Ace’s latest album in their “Black America Sings” series is an absolute corker. Why? Well, the songs the singers are singing are all by Burt Bacharach and Hal David and if that’s not enough then the performers number artists like Irma Thomas, Isaac Hayes, Bobby Womack, Gladys Knight, James Carr, The Drifters, Jerry Butler, Cissy Houston and Aretha Franklin!
The Queen Of Soul’s offering is her definitive reading of ‘I Say A Little Prayer’. Aretha released the tune in 1968 and it did much to introduce her to an audience wider than the soul cognoscenti who’d latched on to her years earlier. Aretha, as we know, takes the tune right down to Soulsville and it remains a spine-tingling classic some 45 years later. It’s always been a poignant song, the more so when you realize that Hal David wrote the lyric from the perspective of a woman whose man was away fighting in Vietnam. Dionne Warwick’s lighter, poppier version doesn’t have the same gravitas but as she was Bacharach and David’s main muse it goes without saying that she’s represented on this 24 tracker.
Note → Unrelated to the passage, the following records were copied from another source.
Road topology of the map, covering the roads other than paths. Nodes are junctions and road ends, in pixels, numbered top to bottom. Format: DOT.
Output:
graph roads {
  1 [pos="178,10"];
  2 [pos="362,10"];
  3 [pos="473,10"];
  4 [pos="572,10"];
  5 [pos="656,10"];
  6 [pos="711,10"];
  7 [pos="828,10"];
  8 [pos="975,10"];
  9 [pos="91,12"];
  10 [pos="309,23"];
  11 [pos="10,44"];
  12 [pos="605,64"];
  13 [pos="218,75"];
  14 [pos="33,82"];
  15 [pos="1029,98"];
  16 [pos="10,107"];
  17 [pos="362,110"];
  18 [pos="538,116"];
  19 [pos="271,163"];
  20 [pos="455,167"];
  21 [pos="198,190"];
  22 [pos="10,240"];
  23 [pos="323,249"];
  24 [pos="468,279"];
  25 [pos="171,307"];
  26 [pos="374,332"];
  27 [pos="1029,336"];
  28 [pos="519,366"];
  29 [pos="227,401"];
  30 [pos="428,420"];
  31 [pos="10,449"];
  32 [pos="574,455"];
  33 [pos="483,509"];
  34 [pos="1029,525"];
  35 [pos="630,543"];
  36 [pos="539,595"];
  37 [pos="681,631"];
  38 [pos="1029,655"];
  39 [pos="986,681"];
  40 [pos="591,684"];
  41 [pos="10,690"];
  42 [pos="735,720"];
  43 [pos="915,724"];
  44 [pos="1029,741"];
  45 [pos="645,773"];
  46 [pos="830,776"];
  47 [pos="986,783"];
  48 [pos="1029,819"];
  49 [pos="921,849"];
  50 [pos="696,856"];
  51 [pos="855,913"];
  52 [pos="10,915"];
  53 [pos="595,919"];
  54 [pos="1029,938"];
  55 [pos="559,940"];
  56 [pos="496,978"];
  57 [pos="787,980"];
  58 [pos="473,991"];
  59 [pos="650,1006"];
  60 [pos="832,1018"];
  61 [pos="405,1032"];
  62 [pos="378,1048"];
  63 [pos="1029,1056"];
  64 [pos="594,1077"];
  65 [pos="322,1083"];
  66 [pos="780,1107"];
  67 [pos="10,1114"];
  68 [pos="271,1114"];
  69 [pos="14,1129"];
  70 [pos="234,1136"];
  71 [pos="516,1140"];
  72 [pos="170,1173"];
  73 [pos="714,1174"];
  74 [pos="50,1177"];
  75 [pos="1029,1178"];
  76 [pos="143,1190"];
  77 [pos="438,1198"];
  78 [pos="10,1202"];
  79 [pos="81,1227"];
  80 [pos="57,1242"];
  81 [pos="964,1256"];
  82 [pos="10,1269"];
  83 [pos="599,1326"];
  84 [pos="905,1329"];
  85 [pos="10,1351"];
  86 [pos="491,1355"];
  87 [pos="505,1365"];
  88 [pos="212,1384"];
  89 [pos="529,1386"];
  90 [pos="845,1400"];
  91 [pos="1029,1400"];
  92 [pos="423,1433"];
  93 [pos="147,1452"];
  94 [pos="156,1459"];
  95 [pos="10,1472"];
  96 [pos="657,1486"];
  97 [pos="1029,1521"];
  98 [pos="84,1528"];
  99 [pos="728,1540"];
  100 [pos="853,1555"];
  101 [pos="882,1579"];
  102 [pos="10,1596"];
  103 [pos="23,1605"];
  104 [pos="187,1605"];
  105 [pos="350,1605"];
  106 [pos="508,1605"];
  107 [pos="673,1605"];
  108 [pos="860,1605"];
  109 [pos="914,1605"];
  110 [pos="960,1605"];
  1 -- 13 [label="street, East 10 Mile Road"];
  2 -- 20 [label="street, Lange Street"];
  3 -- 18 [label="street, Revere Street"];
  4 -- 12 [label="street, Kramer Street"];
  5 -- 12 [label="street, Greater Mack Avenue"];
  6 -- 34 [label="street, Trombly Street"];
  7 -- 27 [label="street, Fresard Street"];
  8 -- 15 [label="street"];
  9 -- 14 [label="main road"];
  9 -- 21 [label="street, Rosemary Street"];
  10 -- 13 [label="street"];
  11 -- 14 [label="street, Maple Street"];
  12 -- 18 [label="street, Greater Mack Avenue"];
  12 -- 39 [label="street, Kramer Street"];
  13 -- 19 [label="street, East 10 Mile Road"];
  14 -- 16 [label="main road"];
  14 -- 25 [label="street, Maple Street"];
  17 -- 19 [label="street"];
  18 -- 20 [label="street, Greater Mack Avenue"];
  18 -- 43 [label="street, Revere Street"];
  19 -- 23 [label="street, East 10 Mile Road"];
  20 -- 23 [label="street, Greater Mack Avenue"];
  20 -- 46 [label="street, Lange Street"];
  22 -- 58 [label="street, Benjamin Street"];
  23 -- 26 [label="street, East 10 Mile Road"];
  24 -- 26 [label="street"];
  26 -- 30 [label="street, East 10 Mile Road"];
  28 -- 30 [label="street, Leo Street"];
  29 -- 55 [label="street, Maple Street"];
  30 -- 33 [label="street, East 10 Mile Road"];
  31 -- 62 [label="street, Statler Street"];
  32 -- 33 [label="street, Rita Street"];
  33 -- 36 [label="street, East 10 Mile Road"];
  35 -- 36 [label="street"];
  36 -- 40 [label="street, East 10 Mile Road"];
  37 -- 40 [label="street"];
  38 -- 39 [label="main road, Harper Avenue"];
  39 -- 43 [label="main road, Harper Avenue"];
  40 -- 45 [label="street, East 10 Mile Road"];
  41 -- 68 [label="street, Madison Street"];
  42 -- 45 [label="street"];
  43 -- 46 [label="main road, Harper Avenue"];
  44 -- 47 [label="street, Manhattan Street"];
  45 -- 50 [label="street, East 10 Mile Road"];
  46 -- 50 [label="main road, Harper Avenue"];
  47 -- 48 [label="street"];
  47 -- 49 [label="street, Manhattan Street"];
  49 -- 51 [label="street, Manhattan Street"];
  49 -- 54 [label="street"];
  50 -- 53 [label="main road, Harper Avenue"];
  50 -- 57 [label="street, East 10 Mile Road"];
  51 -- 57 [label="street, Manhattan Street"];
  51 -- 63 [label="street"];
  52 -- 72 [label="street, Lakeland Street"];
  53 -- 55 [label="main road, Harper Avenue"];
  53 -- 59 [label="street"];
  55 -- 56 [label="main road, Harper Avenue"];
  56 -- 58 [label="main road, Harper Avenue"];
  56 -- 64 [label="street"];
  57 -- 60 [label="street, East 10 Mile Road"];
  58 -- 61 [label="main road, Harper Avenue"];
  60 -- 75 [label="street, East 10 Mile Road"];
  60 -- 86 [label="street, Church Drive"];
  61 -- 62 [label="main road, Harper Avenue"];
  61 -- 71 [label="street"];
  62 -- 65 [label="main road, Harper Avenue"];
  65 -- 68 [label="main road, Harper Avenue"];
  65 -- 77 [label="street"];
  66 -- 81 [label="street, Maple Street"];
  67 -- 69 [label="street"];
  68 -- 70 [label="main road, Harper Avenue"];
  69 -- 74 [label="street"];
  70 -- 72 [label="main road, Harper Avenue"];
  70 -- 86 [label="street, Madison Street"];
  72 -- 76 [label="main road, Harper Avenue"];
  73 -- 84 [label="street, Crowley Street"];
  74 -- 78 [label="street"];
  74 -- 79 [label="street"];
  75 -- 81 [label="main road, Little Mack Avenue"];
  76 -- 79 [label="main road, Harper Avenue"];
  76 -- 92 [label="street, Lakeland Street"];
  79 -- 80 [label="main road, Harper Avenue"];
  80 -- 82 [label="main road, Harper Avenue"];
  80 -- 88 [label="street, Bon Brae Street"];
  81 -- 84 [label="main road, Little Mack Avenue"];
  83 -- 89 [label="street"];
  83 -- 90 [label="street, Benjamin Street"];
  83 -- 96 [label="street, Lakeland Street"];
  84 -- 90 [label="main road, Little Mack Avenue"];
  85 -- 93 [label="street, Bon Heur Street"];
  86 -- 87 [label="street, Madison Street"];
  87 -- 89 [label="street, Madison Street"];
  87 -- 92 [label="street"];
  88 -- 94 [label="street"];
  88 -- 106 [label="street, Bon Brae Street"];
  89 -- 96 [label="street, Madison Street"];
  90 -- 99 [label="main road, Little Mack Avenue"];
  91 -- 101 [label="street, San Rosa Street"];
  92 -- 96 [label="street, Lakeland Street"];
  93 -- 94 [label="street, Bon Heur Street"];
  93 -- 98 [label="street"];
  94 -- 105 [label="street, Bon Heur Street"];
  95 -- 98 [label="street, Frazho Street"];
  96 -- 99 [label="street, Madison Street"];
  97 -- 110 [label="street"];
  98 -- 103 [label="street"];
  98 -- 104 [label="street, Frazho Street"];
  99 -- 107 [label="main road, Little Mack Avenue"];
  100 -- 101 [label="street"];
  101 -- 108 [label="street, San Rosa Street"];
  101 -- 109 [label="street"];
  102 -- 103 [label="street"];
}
Her contribution is the original, demo version of ‘Make It Easy On Yourself’. The song, of course, was then “given” to Jerry Butler who had the Stateside whit with it while in the UK it was a smash for the Walker Brothers.
Bacharach and David’s male muse, Lou Johnson, gets an outing here too. The LP offers his rendering of ‘The Last One To Be Loved’ while the tune usually most associated with Lou, ‘Always Something There To Remind Me’, comes in a 1967 version from Patti Labelle and the Bluebelles. And the fact that the compliers haven’t always gone for the obvious versions of the songs is one of this album’s added attractions. Amongst these lesser known recordings we get Willie Tee’s version of ‘Reach Out For Me’, Brenda and the Tabulations version of ‘Don’t Make Me Over’, Nina Simone’s version of ‘The Look Of Love’ and ‘One Less Bell To Answer’ from Gladys Knight and the Pips. It’s a soul tour de force, only bettered in that department by the album’s final cut – a mesmeric reading of ‘A House Is Not a Home’ from Mavis Staples. Yes, Dionne Warwick’s original is stupendous, Luther’s reconstruction is fabulous, but Mavis’ reading is without doubt the most honestly soulful. It’s a perfect conclusion to a great compilation….great songs, great artists, fabulous performances… what more do you want?